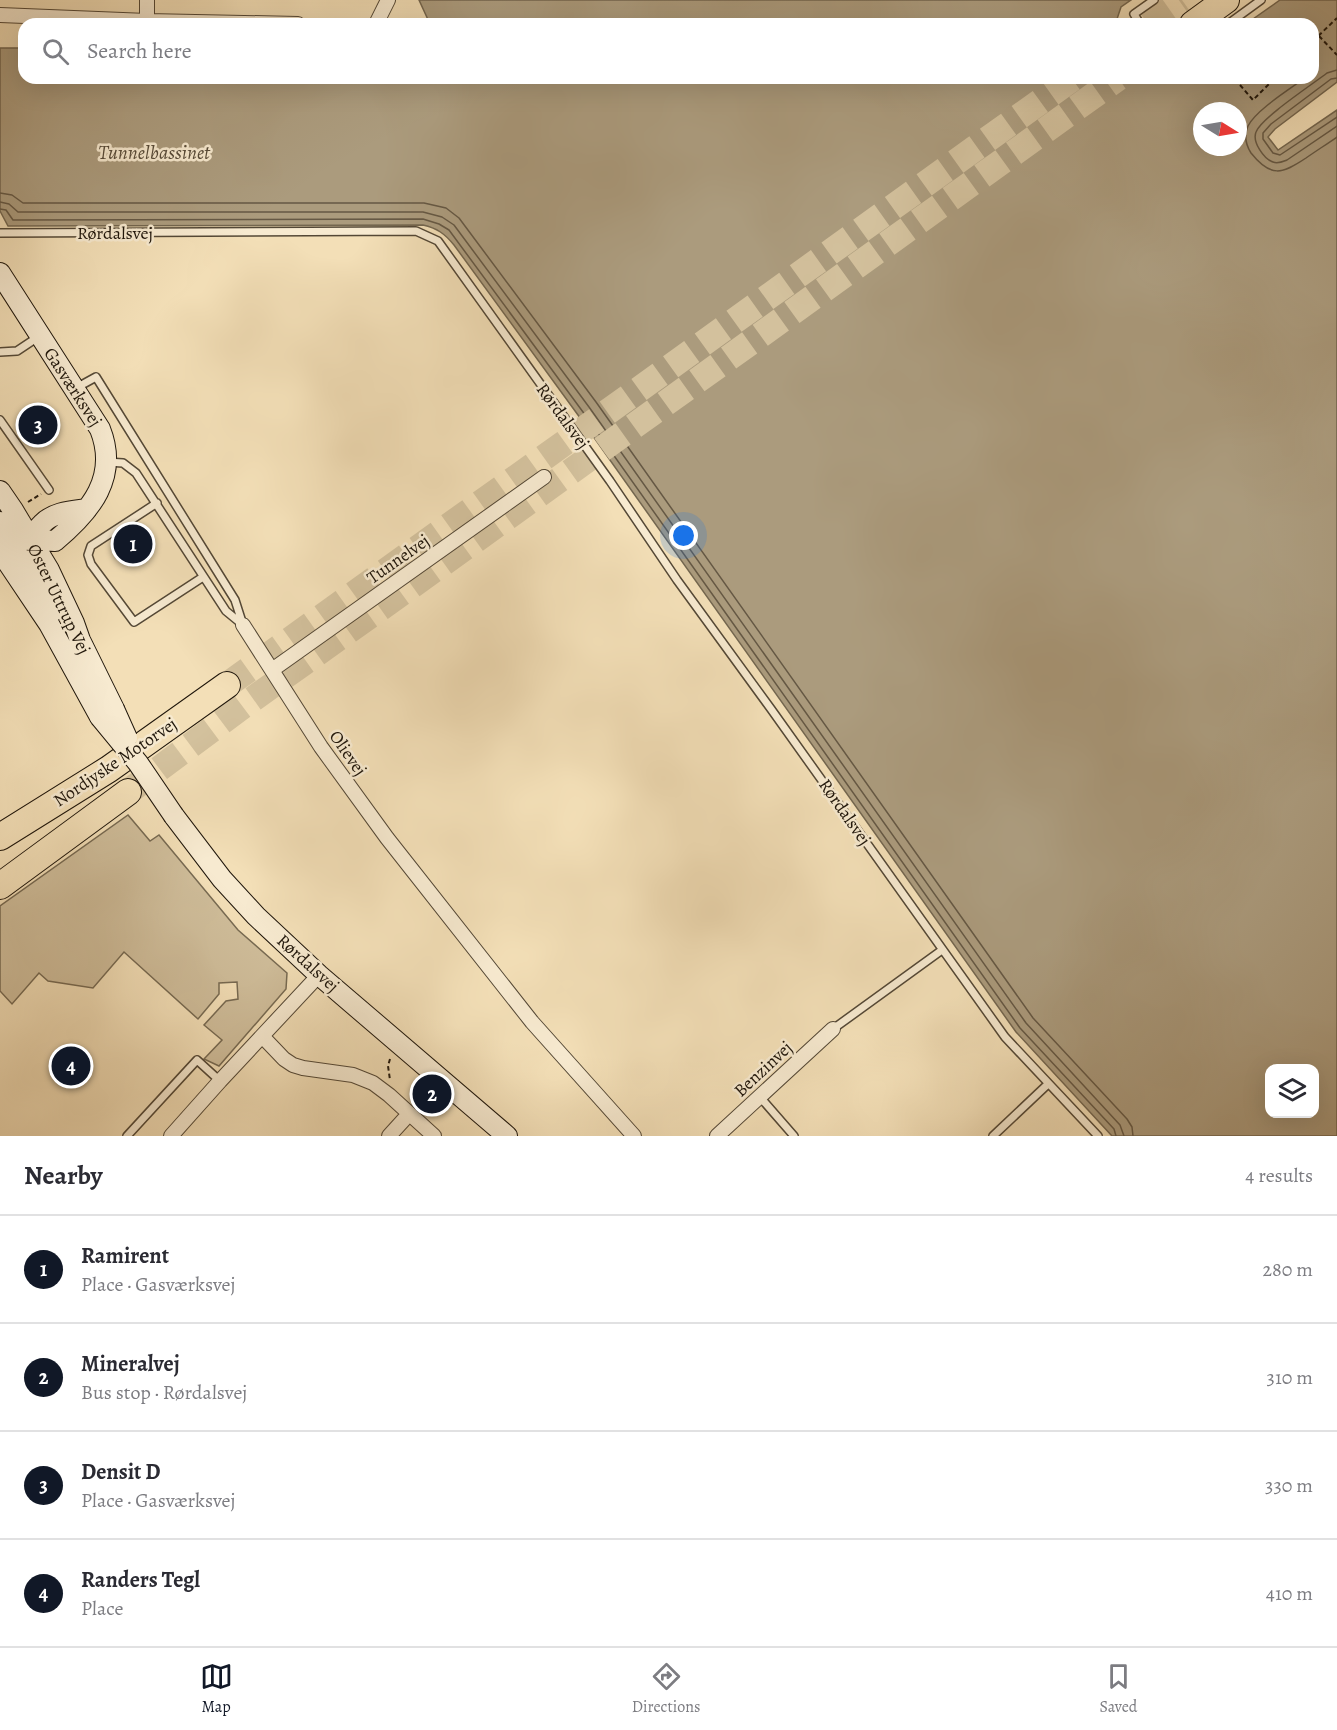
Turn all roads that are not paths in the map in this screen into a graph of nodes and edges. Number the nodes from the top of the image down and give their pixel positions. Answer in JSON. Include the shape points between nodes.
{"nodes":[{"id":1,"x":147,"y":0,"type":"edge"},
{"id":2,"x":388,"y":0,"type":"edge"},
{"id":3,"x":1154,"y":0,"type":"edge"},
{"id":4,"x":1226,"y":0,"type":"edge"},
{"id":5,"x":1261,"y":0,"type":"edge"},
{"id":6,"x":0,"y":15,"type":"edge"},
{"id":7,"x":74,"y":18,"type":"edge"},
{"id":8,"x":147,"y":18,"type":"edge"},
{"id":9,"x":379,"y":18,"type":"edge"},
{"id":10,"x":1136,"y":18,"type":"edge"},
{"id":11,"x":1201,"y":18,"type":"edge"},
{"id":12,"x":1236,"y":18,"type":"edge"},
{"id":13,"x":0,"y":233,"type":"edge"},
{"id":14,"x":0,"y":273,"type":"edge"},
{"id":15,"x":40,"y":336,"type":"junction"},
{"id":16,"x":0,"y":352,"type":"edge"},
{"id":17,"x":75,"y":389,"type":"junction"},
{"id":18,"x":0,"y":420,"type":"edge"},
{"id":19,"x":106,"y":462,"type":"junction"},
{"id":20,"x":544,"y":477,"type":"dead end"},
{"id":21,"x":49,"y":490,"type":"dead end"},
{"id":22,"x":0,"y":491,"type":"edge"},
{"id":23,"x":157,"y":503,"type":"junction"},
{"id":24,"x":0,"y":522,"type":"edge"},
{"id":25,"x":30,"y":539,"type":"junction"},
{"id":26,"x":1,"y":555,"type":"edge"},
{"id":27,"x":203,"y":577,"type":"junction"},
{"id":28,"x":243,"y":625,"type":"junction"},
{"id":29,"x":80,"y":640,"type":"junction"},
{"id":30,"x":272,"y":670,"type":"junction"},
{"id":31,"x":227,"y":685,"type":"tunnel mouth"},
{"id":32,"x":107,"y":713,"type":"junction"},
{"id":33,"x":128,"y":792,"type":"tunnel mouth"},
{"id":34,"x":0,"y":837,"type":"edge"},
{"id":35,"x":0,"y":886,"type":"edge"},
{"id":36,"x":942,"y":950,"type":"junction"},
{"id":37,"x":319,"y":975,"type":"junction"},
{"id":38,"x":833,"y":1029,"type":"joint"},
{"id":39,"x":262,"y":1036,"type":"junction"},
{"id":40,"x":220,"y":1080,"type":"junction"},
{"id":41,"x":1048,"y":1083,"type":"junction"},
{"id":42,"x":760,"y":1097,"type":"junction"},
{"id":43,"x":409,"y":1114,"type":"junction"},
{"id":44,"x":127,"y":1136,"type":"edge"},
{"id":45,"x":171,"y":1136,"type":"edge"},
{"id":46,"x":389,"y":1136,"type":"edge"},
{"id":47,"x":434,"y":1136,"type":"edge"},
{"id":48,"x":507,"y":1136,"type":"edge"},
{"id":49,"x":634,"y":1136,"type":"edge"},
{"id":50,"x":717,"y":1136,"type":"edge"},
{"id":51,"x":794,"y":1136,"type":"edge"},
{"id":52,"x":993,"y":1136,"type":"edge"},
{"id":53,"x":1098,"y":1136,"type":"edge"}],
"edges":[{"from":1,"to":8,"type":"street"},
{"from":2,"to":9,"type":"street"},
{"from":3,"to":10,"type":"lane","via":[[1134,14]]},
{"from":4,"to":11,"type":"highway"},
{"from":5,"to":12,"type":"lane"},
{"from":6,"to":7,"type":"street"},
{"from":13,"to":36,"type":"lane","name":"Rørdalsvej","via":[[416,231],[438,241]]},
{"from":14,"to":15,"type":"street","name":"Gasværksvej"},
{"from":15,"to":16,"type":"lane","via":[[17,351]]},
{"from":15,"to":17,"type":"street","name":"Gasværksvej"},
{"from":17,"to":19,"type":"street","name":"Gasværksvej","via":[[100,429],[106,444]]},
{"from":17,"to":28,"type":"lane","name":"Olievej","via":[[96,376],[235,600]]},
{"from":18,"to":21,"type":"lane"},
{"from":19,"to":23,"type":"lane","via":[[123,463],[136,473]]},
{"from":19,"to":25,"type":"street","name":"Gasværksvej","via":[[100,489],[69,530],[55,541]]},
{"from":20,"to":30,"type":"street","name":"Tunnelvej"},
{"from":22,"to":25,"type":"street","name":"Øster Uttrup Vej"},
{"from":23,"to":27,"type":"lane"},
{"from":23,"to":27,"type":"lane","via":[[91,546],[91,564],[135,622]]},
{"from":24,"to":25,"type":"street","via":[[10,538]]},
{"from":25,"to":26,"type":"street"},
{"from":25,"to":29,"type":"street","name":"Øster Uttrup Vej","via":[[49,570]]},
{"from":26,"to":29,"type":"street","via":[[24,560],[63,623]]},
{"from":26,"to":32,"type":"street","name":"Øster Uttrup Vej"},
{"from":27,"to":28,"type":"lane","via":[[226,611]]},
{"from":28,"to":30,"type":"street","name":"Olievej"},
{"from":29,"to":32,"type":"street","name":"Øster Uttrup Vej"},
{"from":30,"to":49,"type":"street","name":"Olievej","via":[[321,747],[462,935],[532,1022]]},
{"from":31,"to":34,"type":"highway","name":"Nordjyske Motorvej","via":[[109,769]]},
{"from":32,"to":37,"type":"street","name":"Rørdalsvej","bridge":true,"via":[[174,816],[222,879]]},
{"from":33,"to":35,"type":"highway","name":"Nordjyske Motorvej"},
{"from":36,"to":38,"type":"lane"},
{"from":36,"to":41,"type":"lane","name":"Rørdalsvej","via":[[1005,1037]]},
{"from":37,"to":39,"type":"street"},
{"from":37,"to":48,"type":"street","name":"Rørdalsvej"},
{"from":38,"to":42,"type":"street","name":"Benzinvej"},
{"from":39,"to":40,"type":"street"},
{"from":39,"to":43,"type":"street","via":[[293,1065],[353,1075],[373,1083]]},
{"from":40,"to":44,"type":"lane","via":[[197,1060]]},
{"from":40,"to":45,"type":"street"},
{"from":41,"to":52,"type":"lane"},
{"from":41,"to":53,"type":"lane","name":"Rørdalsvej"},
{"from":42,"to":50,"type":"street","name":"Benzinvej"},
{"from":42,"to":51,"type":"lane"},
{"from":43,"to":46,"type":"street"},
{"from":43,"to":47,"type":"street"}]}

★ ★ ★ ★ ★

== What the task requires ==
Output the entries exactly as they appear, with no pictures included.

== Answer to this problem ==
Turn all roads that are not paths in the map in this screen into a graph of nodes and edges. Number the nodes from the top of the image down and give their pixel positions. Answer in JSON. Include the shape points between nodes.
{"nodes":[{"id":1,"x":147,"y":0,"type":"edge"},
{"id":2,"x":388,"y":0,"type":"edge"},
{"id":3,"x":1154,"y":0,"type":"edge"},
{"id":4,"x":1226,"y":0,"type":"edge"},
{"id":5,"x":1261,"y":0,"type":"edge"},
{"id":6,"x":0,"y":15,"type":"edge"},
{"id":7,"x":74,"y":18,"type":"edge"},
{"id":8,"x":147,"y":18,"type":"edge"},
{"id":9,"x":379,"y":18,"type":"edge"},
{"id":10,"x":1136,"y":18,"type":"edge"},
{"id":11,"x":1201,"y":18,"type":"edge"},
{"id":12,"x":1236,"y":18,"type":"edge"},
{"id":13,"x":0,"y":233,"type":"edge"},
{"id":14,"x":0,"y":273,"type":"edge"},
{"id":15,"x":40,"y":336,"type":"junction"},
{"id":16,"x":0,"y":352,"type":"edge"},
{"id":17,"x":75,"y":389,"type":"junction"},
{"id":18,"x":0,"y":420,"type":"edge"},
{"id":19,"x":106,"y":462,"type":"junction"},
{"id":20,"x":544,"y":477,"type":"dead end"},
{"id":21,"x":49,"y":490,"type":"dead end"},
{"id":22,"x":0,"y":491,"type":"edge"},
{"id":23,"x":157,"y":503,"type":"junction"},
{"id":24,"x":0,"y":522,"type":"edge"},
{"id":25,"x":30,"y":539,"type":"junction"},
{"id":26,"x":1,"y":555,"type":"edge"},
{"id":27,"x":203,"y":577,"type":"junction"},
{"id":28,"x":243,"y":625,"type":"junction"},
{"id":29,"x":80,"y":640,"type":"junction"},
{"id":30,"x":272,"y":670,"type":"junction"},
{"id":31,"x":227,"y":685,"type":"tunnel mouth"},
{"id":32,"x":107,"y":713,"type":"junction"},
{"id":33,"x":128,"y":792,"type":"tunnel mouth"},
{"id":34,"x":0,"y":837,"type":"edge"},
{"id":35,"x":0,"y":886,"type":"edge"},
{"id":36,"x":942,"y":950,"type":"junction"},
{"id":37,"x":319,"y":975,"type":"junction"},
{"id":38,"x":833,"y":1029,"type":"joint"},
{"id":39,"x":262,"y":1036,"type":"junction"},
{"id":40,"x":220,"y":1080,"type":"junction"},
{"id":41,"x":1048,"y":1083,"type":"junction"},
{"id":42,"x":760,"y":1097,"type":"junction"},
{"id":43,"x":409,"y":1114,"type":"junction"},
{"id":44,"x":127,"y":1136,"type":"edge"},
{"id":45,"x":171,"y":1136,"type":"edge"},
{"id":46,"x":389,"y":1136,"type":"edge"},
{"id":47,"x":434,"y":1136,"type":"edge"},
{"id":48,"x":507,"y":1136,"type":"edge"},
{"id":49,"x":634,"y":1136,"type":"edge"},
{"id":50,"x":717,"y":1136,"type":"edge"},
{"id":51,"x":794,"y":1136,"type":"edge"},
{"id":52,"x":993,"y":1136,"type":"edge"},
{"id":53,"x":1098,"y":1136,"type":"edge"}],
"edges":[{"from":1,"to":8,"type":"street"},
{"from":2,"to":9,"type":"street"},
{"from":3,"to":10,"type":"lane","via":[[1134,14]]},
{"from":4,"to":11,"type":"highway"},
{"from":5,"to":12,"type":"lane"},
{"from":6,"to":7,"type":"street"},
{"from":13,"to":36,"type":"lane","name":"Rørdalsvej","via":[[416,231],[438,241]]},
{"from":14,"to":15,"type":"street","name":"Gasværksvej"},
{"from":15,"to":16,"type":"lane","via":[[17,351]]},
{"from":15,"to":17,"type":"street","name":"Gasværksvej"},
{"from":17,"to":19,"type":"street","name":"Gasværksvej","via":[[100,429],[106,444]]},
{"from":17,"to":28,"type":"lane","name":"Olievej","via":[[96,376],[235,600]]},
{"from":18,"to":21,"type":"lane"},
{"from":19,"to":23,"type":"lane","via":[[123,463],[136,473]]},
{"from":19,"to":25,"type":"street","name":"Gasværksvej","via":[[100,489],[69,530],[55,541]]},
{"from":20,"to":30,"type":"street","name":"Tunnelvej"},
{"from":22,"to":25,"type":"street","name":"Øster Uttrup Vej"},
{"from":23,"to":27,"type":"lane"},
{"from":23,"to":27,"type":"lane","via":[[91,546],[91,564],[135,622]]},
{"from":24,"to":25,"type":"street","via":[[10,538]]},
{"from":25,"to":26,"type":"street"},
{"from":25,"to":29,"type":"street","name":"Øster Uttrup Vej","via":[[49,570]]},
{"from":26,"to":29,"type":"street","via":[[24,560],[63,623]]},
{"from":26,"to":32,"type":"street","name":"Øster Uttrup Vej"},
{"from":27,"to":28,"type":"lane","via":[[226,611]]},
{"from":28,"to":30,"type":"street","name":"Olievej"},
{"from":29,"to":32,"type":"street","name":"Øster Uttrup Vej"},
{"from":30,"to":49,"type":"street","name":"Olievej","via":[[321,747],[462,935],[532,1022]]},
{"from":31,"to":34,"type":"highway","name":"Nordjyske Motorvej","via":[[109,769]]},
{"from":32,"to":37,"type":"street","name":"Rørdalsvej","bridge":true,"via":[[174,816],[222,879]]},
{"from":33,"to":35,"type":"highway","name":"Nordjyske Motorvej"},
{"from":36,"to":38,"type":"lane"},
{"from":36,"to":41,"type":"lane","name":"Rørdalsvej","via":[[1005,1037]]},
{"from":37,"to":39,"type":"street"},
{"from":37,"to":48,"type":"street","name":"Rørdalsvej"},
{"from":38,"to":42,"type":"street","name":"Benzinvej"},
{"from":39,"to":40,"type":"street"},
{"from":39,"to":43,"type":"street","via":[[293,1065],[353,1075],[373,1083]]},
{"from":40,"to":44,"type":"lane","via":[[197,1060]]},
{"from":40,"to":45,"type":"street"},
{"from":41,"to":52,"type":"lane"},
{"from":41,"to":53,"type":"lane","name":"Rørdalsvej"},
{"from":42,"to":50,"type":"street","name":"Benzinvej"},
{"from":42,"to":51,"type":"lane"},
{"from":43,"to":46,"type":"street"},
{"from":43,"to":47,"type":"street"}]}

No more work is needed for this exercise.